Diet and health are areas in which SMEs have an important role to play, especially as obesity and weight-related diseases are on the increase in the UK. For consumers having trouble accessing a healthy diet, the access problems and coping strategies are often very local in character; having effects over distances of no more than a kilometre or two. Difficulties experienced by consumers in the Yorkshire area (Shaw H, 2003) included main roads with numerous pedestrian crossings or steep hills, arduous for pensioners to carry food up or mothers with children to cross in safety when weighed down with shopping bags. These are areas where small local retailers may be better able to respond to local needs. Payday Loans Online

In deprived suburbs such as Longley in Sheffield local community shops and cafes selling healthy food and snacks have opened with good results. In Longley, which has traditionally suffered disproportionately high unemployment, small grocery shops have been set up by local people; employment was generated out of the shop’s profits, and the shop enabled people to access reasonably-priced fresh fruit and vegetables without necessitating an £1.20 bus fare each way; a considerable sum to somebody on only approximately £60 a week in State Benefits (fooddeserts.org, 2011).

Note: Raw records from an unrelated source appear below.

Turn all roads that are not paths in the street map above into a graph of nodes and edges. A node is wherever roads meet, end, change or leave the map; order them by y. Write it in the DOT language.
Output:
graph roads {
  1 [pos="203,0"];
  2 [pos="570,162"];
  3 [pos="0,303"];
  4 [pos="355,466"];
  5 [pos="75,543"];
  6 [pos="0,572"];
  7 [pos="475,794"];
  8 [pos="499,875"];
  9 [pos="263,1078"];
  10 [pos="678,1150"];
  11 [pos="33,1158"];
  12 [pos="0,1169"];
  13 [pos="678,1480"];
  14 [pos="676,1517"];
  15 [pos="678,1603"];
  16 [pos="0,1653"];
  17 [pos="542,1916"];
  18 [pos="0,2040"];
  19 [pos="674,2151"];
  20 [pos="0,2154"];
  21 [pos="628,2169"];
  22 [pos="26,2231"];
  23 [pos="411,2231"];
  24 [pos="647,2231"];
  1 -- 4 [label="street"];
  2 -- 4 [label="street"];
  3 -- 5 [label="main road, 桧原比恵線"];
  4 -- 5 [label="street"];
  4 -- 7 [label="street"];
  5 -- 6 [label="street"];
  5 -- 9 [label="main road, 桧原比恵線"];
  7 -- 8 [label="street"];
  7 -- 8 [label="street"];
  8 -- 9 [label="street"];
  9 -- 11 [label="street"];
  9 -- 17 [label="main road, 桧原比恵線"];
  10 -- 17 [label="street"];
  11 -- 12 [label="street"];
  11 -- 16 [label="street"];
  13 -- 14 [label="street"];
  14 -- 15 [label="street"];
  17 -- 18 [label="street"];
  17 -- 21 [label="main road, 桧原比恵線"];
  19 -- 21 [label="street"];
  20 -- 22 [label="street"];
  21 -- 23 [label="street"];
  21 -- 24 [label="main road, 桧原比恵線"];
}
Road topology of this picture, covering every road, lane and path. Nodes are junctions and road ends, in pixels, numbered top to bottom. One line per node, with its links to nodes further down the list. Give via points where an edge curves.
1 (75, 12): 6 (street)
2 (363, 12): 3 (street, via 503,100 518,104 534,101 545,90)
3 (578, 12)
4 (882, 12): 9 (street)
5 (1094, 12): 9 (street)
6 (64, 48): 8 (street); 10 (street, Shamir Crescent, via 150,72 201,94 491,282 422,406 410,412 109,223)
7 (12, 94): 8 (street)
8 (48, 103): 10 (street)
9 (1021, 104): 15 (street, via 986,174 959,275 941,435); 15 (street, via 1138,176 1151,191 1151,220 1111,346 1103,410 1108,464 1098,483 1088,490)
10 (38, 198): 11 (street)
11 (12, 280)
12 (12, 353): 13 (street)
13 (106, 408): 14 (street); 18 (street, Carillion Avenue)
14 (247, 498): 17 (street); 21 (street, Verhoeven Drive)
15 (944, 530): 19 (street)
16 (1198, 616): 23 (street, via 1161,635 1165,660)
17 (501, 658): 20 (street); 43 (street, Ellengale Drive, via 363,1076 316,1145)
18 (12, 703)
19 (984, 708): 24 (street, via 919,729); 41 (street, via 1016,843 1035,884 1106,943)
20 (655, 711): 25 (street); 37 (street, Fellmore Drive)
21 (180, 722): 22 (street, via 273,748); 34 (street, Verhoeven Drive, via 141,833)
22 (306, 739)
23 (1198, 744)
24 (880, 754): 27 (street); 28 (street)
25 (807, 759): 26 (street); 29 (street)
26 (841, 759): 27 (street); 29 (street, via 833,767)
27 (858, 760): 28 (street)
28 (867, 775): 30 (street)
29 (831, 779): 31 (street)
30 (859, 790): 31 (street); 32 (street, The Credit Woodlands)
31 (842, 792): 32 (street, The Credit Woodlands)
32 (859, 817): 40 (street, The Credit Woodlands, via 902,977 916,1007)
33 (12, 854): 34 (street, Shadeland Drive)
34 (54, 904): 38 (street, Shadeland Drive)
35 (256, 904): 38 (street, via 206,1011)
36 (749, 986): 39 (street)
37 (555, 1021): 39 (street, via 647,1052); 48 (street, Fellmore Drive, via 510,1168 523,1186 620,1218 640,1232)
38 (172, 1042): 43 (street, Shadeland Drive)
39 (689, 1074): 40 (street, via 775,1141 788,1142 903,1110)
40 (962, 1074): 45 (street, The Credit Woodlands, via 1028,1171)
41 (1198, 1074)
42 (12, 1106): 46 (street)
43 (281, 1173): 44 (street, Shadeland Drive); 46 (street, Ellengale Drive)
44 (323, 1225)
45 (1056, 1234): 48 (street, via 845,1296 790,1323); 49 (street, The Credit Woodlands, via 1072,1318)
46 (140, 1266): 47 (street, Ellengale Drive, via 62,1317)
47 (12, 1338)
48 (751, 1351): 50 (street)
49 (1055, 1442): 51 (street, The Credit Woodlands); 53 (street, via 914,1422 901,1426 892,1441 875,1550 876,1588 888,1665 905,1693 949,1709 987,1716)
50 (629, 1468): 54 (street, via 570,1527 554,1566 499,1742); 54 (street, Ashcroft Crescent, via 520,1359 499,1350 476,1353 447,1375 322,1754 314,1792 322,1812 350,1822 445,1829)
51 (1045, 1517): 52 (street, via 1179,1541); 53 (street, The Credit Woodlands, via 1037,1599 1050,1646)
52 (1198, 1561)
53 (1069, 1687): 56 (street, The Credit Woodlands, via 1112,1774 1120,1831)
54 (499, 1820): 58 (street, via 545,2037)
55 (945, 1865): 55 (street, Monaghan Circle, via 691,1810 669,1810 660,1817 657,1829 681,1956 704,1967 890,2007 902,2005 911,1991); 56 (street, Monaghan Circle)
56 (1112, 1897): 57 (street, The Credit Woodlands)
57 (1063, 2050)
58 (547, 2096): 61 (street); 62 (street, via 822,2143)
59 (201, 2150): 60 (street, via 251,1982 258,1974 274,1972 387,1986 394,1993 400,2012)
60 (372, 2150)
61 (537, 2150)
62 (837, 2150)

Farmers markets are also a popular way of reconnecting local consumers with local producers, and because of their relatively small turnover, farmers markets can risk selling lesser known fruit and wider vegetable varieties and thereby introduce a greater variety of healthy foods into the local diet, in contrast to the standardised choice in many superstores. For example, the most common supermarket strawberry is the tasteless and hard Elsanta, most plums are of the similarly unappetising Angelino variety (mass produced for their durability on long journeys), and the range of apple types in large supermarkets represents but a small sample of the range once grown in British orchards (Guardian, 2005). However farmers markets can prosper or decline on purely local factors; for example the farmers market in Barton failed because it was 100 metres away from the main pedestrian flows of this small Lincolnshire town.